Jakarta, CoreNews.id – Pergantian Dewan Komisioner Otoritas Jasa Keuangan (OJK) disambut positif oleh Asosiasi Fintech Indonesia (AFTECH). Organisasi yang menaungi pelaku industri teknologi finansial Tanah Air ini menilai formasi kepemimpinan baru sebagai momentum penting untuk memperkuat tata kelola sekaligus mendorong pertumbuhan ekosistem fintech yang lebih sehat dan inovatif.

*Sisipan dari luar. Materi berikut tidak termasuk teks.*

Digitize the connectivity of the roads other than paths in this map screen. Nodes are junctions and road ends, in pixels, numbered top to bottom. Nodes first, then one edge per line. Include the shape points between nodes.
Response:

AFTECH menyampaikan apresiasi atas pelantikan yang baru saja berlangsung. Menurut Sekretaris Jenderal AFTECH, Firlie Ganinduto, periode kepemimpinan baru ini akan sangat menentukan arah kebijakan pengawasan di tengah pesatnya adopsi digital oleh masyarakat.

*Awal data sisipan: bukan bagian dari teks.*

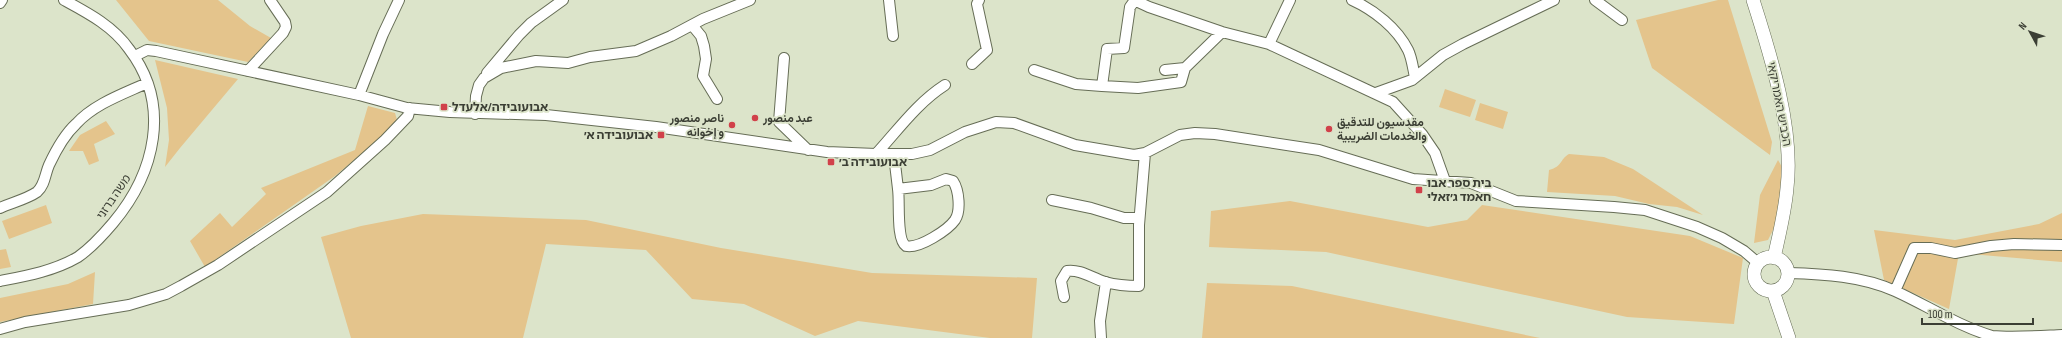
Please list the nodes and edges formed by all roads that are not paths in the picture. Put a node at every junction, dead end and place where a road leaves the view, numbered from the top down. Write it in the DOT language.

“Kami melihat formasi baru Dewan Komisioner OJK akan sangat menentukan arah penguatan tata kelola industri sekaligus mendorong pengembangan ekosistem yang lebih terintegrasi antara sektor digital dan sektor riil,” ujar Firlie dalam keterangan tertulis, Kamis (26/3/2026).
Transaksi Digital Tembus 4,67 Miliar
AFTECH menekankan, peran regulator seperti OJK sangat krusial dalam menjaga keseimbangan antara inovasi dan pengaturan. Pasalnya, industri fintech di Indonesia telah menjelma menjadi urat nadi ekonomi digital nasional.
Hingga Februari 2026, volume transaksi pembayaran digital tercatat mencapai 4,67 miliar transaksi. Angka ini tumbuh 40,35 persen secara tahunan (year-on-year). Lonjakan ini menunjukkan bahwa masyarakat semakin nyaman dengan layanan keuangan non-tunai.
Tak hanya itu, OJK sendiri memproyeksikan pembiayaan industri peer to peer (P2P) lending masih akan tumbuh positif sepanjang tahun ini. Sementara itu, adopsi aset digital kian meluas. Nilai transaksi aset kripto Indonesia sepanjang 2025 lalu tercatat fantastis, yakni Rp 482,23 triliun, dengan jumlah investor mencapai 20,19 juta orang.
“Data ini mencerminkan semakin besarnya peran fintech dalam sistem keuangan nasional. Kami berharap OJK baru bisa menjaga momentum ini,” tambah Firlie.
Sinergi Kunci Jaga Kepercayaan Publik
Di tengah skala industri yang membesar, AFTECH memandang sinergi antara asosiasi dan regulator bukan lagi sekadar opsi, melainkan keharusan. Kolaborasi berkelanjutan dinilai penting untuk menjaga kepercayaan publik, terutama dalam tiga pilar utama: penguatan tata kelola, perlindungan konsumen, dan akselerasi inovasi.
AFTECH berkomitmen untuk terus mendukung program OJK, khususnya dalam menciptakan ekosistem keuangan digital yang inklusif namun tetap aman. Dengan koordinasi yang solid, sektor fintech diharapkan mampu mendorong pemerataan akses keuangan hingga ke pelosok negeri.
“Kami siap bersinergi. Ini adalah kerja rumah bersama untuk memastikan industri tidak hanya tumbuh besar, tapi juga tumbuh sehat,” pungkas Firlie.